Eight infrared cameras were used for motion capture. Reflective markers were placed on each subject’s shin, thigh, foot, hand, forearm, at the midline of the posterior pelvis, T12 and forehead.

Hip extension was measured in the Modified Thomas Test position using a custom goniometer specially designed with a blood pressure cuff under the lumbar spine. This allowed the researchers to know when pure hip extension ended and lumbolsacral extension due to soft tissue drag began.

Motion capture was performed while each subject walked at a comfortable pace. Cadences while walking ranged from 41-60 gait cycles per minute (cpm) and stride lengths between 56-90 cm. Subsequent to this, subjects were asked to begin exercising on the elliptical machine at a self-selected speed for 30 minutes. They were encouraged to try all 3 hand positions: holding the moving handles, holding the central stationary bar and freehand. Stride lengths on the elliptical varied from 46-66 cm. Lumbar spine kinematics were measured using Visual 3D software.
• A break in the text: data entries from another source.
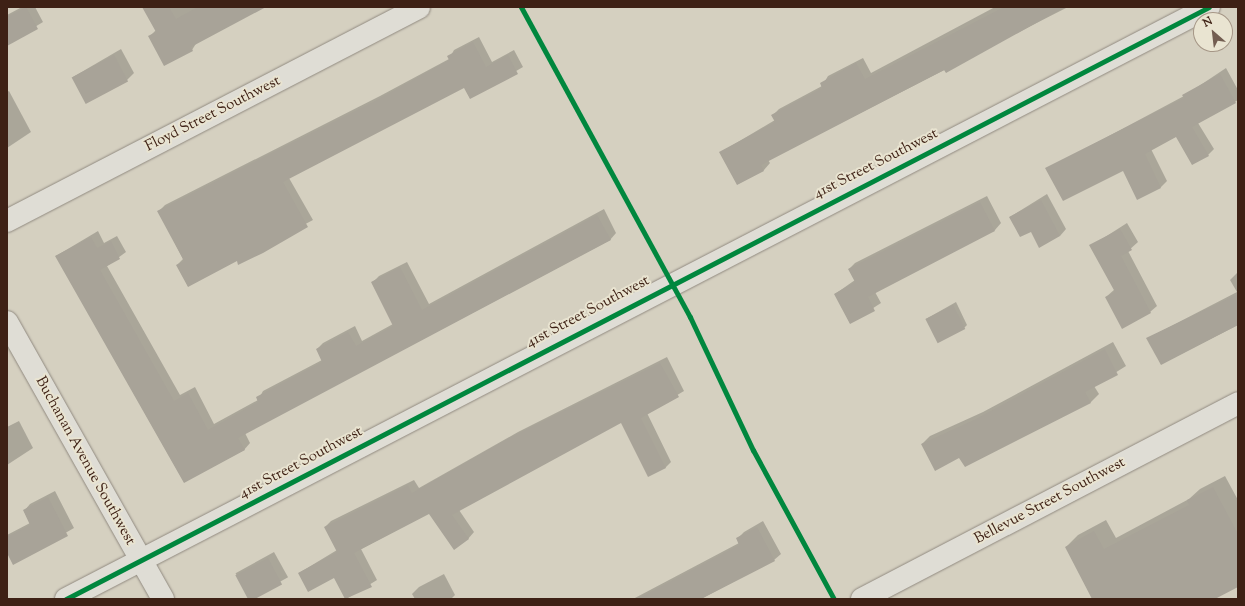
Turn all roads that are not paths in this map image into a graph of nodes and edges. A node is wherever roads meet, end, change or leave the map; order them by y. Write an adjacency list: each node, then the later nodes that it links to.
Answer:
1 (419, 7): 3 (street, Floyd Street Southwest)
2 (1208, 7): 6 (street, 41st Street Southwest)
3 (7, 221)
4 (7, 322): 6 (street, Buchanan Avenue Southwest)
5 (1238, 403): 9 (street, Bellevue Street Southwest)
6 (141, 560): 7 (street, 41st Street Southwest); 8 (street, Buchanan Avenue Southwest)
7 (66, 599)
8 (163, 599)
9 (862, 599)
Study Strengths / Weaknesses:

  • This is the first study to examine the effect of size, speed and hand position while using the elliptical.
  • The study was limited to a small number of fit, younger males (no female subjects).
  • In the subjects included, arthritic changes are unlikely to be present – therefore further studies should include older subjects.
  • Only one model of elliptical trainer was used.
  • Only one person with limited hip mobility was included in this study, and thus no absolute correlation between hip mobility (or lack thereof) and spinal kinematics can be made.

Additional References:

  1. Mier CM, Feito Y. Metabolic cost of stride rate, resistance, and combined use of arms and legs on the elliptical trainer. Res Q Exerc Sport 2006; 77: 507–513.